UPDATE: Killing spouse nets less than five years in jail | iNFOnews | Thompson-Okanagan's News Source
Subscribe

Would you like to subscribe to our newsletter?

Current Conditions Partly Cloudy  12.7°C

Kamloops News

UPDATE: Killing spouse nets less than five years in jail

"I HAVE TO LIVE WITH WHAT HAPPENED THAT NIGHT AND NOT REMEMBERING HURTS EVEN MORE"

KAMLOOPS - A local man was sentenced to less than five years in jail—two years before he is out prison—after admitting he must have killed his common-law wife.

Gerald Peters, 50, pleaded guilty to manslaughter in the 2012 stabbing of his common-law wife, Deborah Joseph, though says he was too drunk to remember doing it.

Kamloops Supreme Court Justice Selwyn Romilly took Peters’ troubling past and history of alcoholism into account in sentencing him to four years, five months and eight days. He's already served most of that sentence waiting for this result. He has roughly two years left to serve.  

Peters was originally charged with first degree murder after he was found intoxicated in his residence on October 20, 2012. His common law wife, Deborah Joseph, was found dead in the living room with a fatal stab wound to her chest.

Peters had Joseph’s blood on his shirt.

When officers arrested him, Peters was incoherent – asking police what happened.

Witnesses said Peters and Joseph were getting along previously on the day of the murder. They discussed buying a truck with the money Joseph would receive as a residential school survivor. Both spoke of plans to marry.

The day changed soon after Joseph and Peters decided to take an unknown quantity of mouthwash from Cooper’s foods. They had plans to drink the mouthwash as a replacement for alcohol.

Original Listerine mouthwash has an alcohol concentration of 26.9 per cent.

Peters and Joseph drank the mouthwash and ran into a friend, Shannon Burrell, who they asked for a ride home.

Although she didn’t have a car, Burrell asked another friend of hers, Arthur David McKellar to provide a ride to Peters and Joseph. The two drove the couple home to Peters’ house. According to McKellar – the two were “pretty drunk.”
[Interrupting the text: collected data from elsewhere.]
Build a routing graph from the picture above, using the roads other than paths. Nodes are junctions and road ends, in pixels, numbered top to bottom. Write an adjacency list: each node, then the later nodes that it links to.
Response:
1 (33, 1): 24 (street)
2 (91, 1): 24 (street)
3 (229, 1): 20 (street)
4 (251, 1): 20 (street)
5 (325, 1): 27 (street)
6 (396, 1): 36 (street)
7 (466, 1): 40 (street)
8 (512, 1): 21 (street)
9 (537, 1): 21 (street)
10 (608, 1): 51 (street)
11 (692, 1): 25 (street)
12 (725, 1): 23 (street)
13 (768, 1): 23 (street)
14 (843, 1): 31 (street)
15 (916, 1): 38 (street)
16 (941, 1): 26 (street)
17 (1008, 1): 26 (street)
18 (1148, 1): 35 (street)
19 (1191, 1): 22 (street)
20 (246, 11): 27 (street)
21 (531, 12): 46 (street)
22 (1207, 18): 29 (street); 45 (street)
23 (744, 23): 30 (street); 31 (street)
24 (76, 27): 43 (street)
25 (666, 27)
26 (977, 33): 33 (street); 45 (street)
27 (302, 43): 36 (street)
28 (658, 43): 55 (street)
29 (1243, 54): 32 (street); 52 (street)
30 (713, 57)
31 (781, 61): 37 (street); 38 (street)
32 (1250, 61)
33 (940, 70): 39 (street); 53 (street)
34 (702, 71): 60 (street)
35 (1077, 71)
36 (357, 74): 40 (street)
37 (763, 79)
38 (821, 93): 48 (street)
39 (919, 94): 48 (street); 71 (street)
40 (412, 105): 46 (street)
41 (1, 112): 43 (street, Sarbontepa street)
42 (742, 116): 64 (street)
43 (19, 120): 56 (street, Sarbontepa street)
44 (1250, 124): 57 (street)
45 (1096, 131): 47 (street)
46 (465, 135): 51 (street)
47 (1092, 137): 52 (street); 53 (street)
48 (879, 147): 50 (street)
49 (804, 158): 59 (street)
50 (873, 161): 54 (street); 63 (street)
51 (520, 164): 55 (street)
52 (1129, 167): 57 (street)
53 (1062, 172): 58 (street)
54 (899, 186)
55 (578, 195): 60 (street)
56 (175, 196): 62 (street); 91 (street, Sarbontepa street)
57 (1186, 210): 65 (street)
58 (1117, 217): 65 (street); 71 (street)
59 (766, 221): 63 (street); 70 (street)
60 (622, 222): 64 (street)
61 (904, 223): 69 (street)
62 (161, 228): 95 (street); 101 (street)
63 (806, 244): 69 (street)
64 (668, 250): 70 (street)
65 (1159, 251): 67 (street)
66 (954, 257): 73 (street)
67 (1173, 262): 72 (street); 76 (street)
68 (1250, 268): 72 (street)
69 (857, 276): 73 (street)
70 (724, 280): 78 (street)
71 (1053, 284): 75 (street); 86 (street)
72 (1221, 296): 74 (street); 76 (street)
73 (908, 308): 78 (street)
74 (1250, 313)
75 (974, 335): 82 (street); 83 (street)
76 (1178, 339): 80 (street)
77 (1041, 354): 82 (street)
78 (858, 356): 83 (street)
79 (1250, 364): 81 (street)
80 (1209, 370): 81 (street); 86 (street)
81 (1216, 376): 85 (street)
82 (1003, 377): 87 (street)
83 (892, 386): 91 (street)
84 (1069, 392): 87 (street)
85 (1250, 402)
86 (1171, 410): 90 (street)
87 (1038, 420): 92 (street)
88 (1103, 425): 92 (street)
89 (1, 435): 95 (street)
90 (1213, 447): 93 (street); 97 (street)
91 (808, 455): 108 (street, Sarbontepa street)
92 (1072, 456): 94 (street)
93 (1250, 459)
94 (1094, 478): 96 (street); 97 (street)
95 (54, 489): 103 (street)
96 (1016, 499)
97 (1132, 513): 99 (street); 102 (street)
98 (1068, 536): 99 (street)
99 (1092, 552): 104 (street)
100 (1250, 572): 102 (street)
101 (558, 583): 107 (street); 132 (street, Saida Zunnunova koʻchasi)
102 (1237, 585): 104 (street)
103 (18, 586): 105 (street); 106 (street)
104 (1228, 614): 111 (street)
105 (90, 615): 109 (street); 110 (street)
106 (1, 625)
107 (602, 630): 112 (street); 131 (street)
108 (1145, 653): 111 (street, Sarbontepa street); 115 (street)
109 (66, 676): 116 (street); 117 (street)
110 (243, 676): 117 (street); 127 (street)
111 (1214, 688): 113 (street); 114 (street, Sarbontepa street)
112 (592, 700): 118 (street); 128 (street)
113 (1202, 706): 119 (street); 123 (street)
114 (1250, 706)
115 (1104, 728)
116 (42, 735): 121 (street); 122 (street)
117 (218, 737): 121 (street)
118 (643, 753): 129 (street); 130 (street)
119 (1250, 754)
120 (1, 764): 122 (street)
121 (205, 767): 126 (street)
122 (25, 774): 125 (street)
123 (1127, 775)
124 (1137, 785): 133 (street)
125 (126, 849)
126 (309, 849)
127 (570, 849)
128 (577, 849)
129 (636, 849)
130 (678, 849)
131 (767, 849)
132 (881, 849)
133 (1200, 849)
Burrell and McKellar were the last two to see Joseph alive.

After her return home, Joseph made phone calls to her friend Sherry Peters to help her find her cat and to pick up some cigarettes. Joseph left Sherry three voicemail messages – the last one at 6:03 p.m.

At some point between 6:03 p.m. and 8:59 p.m. Peters killed Joseph by stabbing her in the chest with a kitchen knife.

Sherry received Joseph’s phone messages and came to the house to drop the cigarettes on the front porch. She tried calling to no avail and left.

Later on, she returned to Peters' residence and found the cigarettes where she left them. She entered the house and says she found Peter on the floor, looking "starry-eyed."

Sherry and the arresting officer reported Peters as intoxicated. He says he does not remember killing Joseph – but pleaded guilty by acknowledging responsibility for her death.

Romilly accepted Peters' guilty plea, his lack of memory and remorse from that night.

His judgment included Peters’ earlier statement to the courts as an example of his remorse for Joseph’s death.

“I have to live with what happened that night and not remembering hurts even more,” Peters said. “I would like to make amends with [Joseph’s] family and mine while I’m in prison.”

In his sentencing, Romilly acknowledged Peters’ 'tragic Aboriginal background' which included Peters, his parents, and eight siblings attending the Kamloops Indian Residential School.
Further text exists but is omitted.